■ **WHAT IS BEING ASKED**
Drop all images and give the records again exactly.

■ **SOURCE INFORMATION**
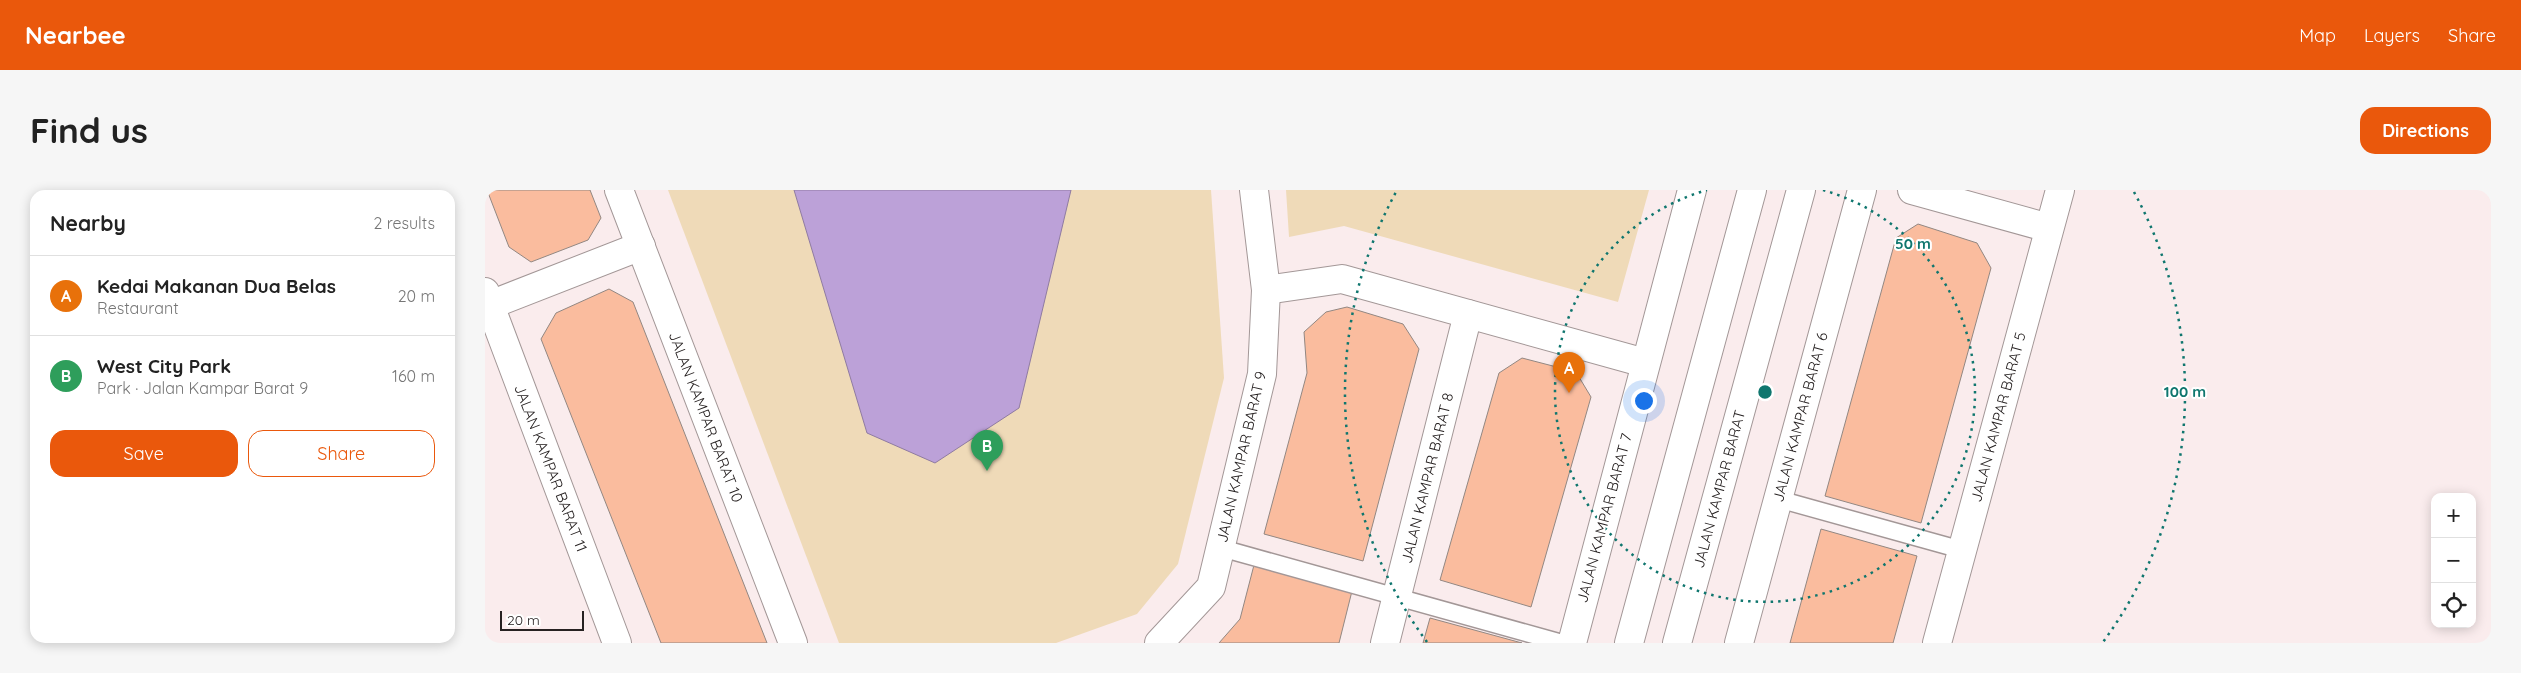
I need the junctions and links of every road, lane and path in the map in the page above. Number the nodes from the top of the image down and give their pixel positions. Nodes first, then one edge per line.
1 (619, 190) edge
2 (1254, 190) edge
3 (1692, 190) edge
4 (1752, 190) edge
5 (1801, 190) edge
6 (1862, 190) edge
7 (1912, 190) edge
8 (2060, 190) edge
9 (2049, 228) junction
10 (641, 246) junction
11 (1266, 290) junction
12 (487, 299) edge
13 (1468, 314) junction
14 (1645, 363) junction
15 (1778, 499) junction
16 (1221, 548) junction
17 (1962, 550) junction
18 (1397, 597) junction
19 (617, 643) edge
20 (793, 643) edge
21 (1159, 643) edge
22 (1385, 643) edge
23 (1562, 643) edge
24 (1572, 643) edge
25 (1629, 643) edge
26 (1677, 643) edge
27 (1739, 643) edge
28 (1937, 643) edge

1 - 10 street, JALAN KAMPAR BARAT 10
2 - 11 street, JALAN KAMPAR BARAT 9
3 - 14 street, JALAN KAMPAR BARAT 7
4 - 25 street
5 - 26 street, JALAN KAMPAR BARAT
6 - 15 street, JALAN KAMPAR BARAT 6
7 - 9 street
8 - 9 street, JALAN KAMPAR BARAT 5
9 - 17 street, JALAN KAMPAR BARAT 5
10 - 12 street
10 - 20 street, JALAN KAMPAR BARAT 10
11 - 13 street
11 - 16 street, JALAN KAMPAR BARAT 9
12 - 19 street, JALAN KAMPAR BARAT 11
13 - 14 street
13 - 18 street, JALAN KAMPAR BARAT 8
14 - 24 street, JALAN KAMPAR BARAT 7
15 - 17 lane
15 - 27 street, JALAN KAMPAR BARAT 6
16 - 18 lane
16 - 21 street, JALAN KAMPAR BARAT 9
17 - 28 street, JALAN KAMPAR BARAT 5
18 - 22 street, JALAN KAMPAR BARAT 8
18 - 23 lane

■ **ANSWER BELOW**
I need the junctions and links of every road, lane and path in the map in the page above. Number the nodes from the top of the image down and give their pixel positions. Nodes first, then one edge per line.
1 (619, 190) edge
2 (1254, 190) edge
3 (1692, 190) edge
4 (1752, 190) edge
5 (1801, 190) edge
6 (1862, 190) edge
7 (1912, 190) edge
8 (2060, 190) edge
9 (2049, 228) junction
10 (641, 246) junction
11 (1266, 290) junction
12 (487, 299) edge
13 (1468, 314) junction
14 (1645, 363) junction
15 (1778, 499) junction
16 (1221, 548) junction
17 (1962, 550) junction
18 (1397, 597) junction
19 (617, 643) edge
20 (793, 643) edge
21 (1159, 643) edge
22 (1385, 643) edge
23 (1562, 643) edge
24 (1572, 643) edge
25 (1629, 643) edge
26 (1677, 643) edge
27 (1739, 643) edge
28 (1937, 643) edge

1 - 10 street, JALAN KAMPAR BARAT 10
2 - 11 street, JALAN KAMPAR BARAT 9
3 - 14 street, JALAN KAMPAR BARAT 7
4 - 25 street
5 - 26 street, JALAN KAMPAR BARAT
6 - 15 street, JALAN KAMPAR BARAT 6
7 - 9 street
8 - 9 street, JALAN KAMPAR BARAT 5
9 - 17 street, JALAN KAMPAR BARAT 5
10 - 12 street
10 - 20 street, JALAN KAMPAR BARAT 10
11 - 13 street
11 - 16 street, JALAN KAMPAR BARAT 9
12 - 19 street, JALAN KAMPAR BARAT 11
13 - 14 street
13 - 18 street, JALAN KAMPAR BARAT 8
14 - 24 street, JALAN KAMPAR BARAT 7
15 - 17 lane
15 - 27 street, JALAN KAMPAR BARAT 6
16 - 18 lane
16 - 21 street, JALAN KAMPAR BARAT 9
17 - 28 street, JALAN KAMPAR BARAT 5
18 - 22 street, JALAN KAMPAR BARAT 8
18 - 23 lane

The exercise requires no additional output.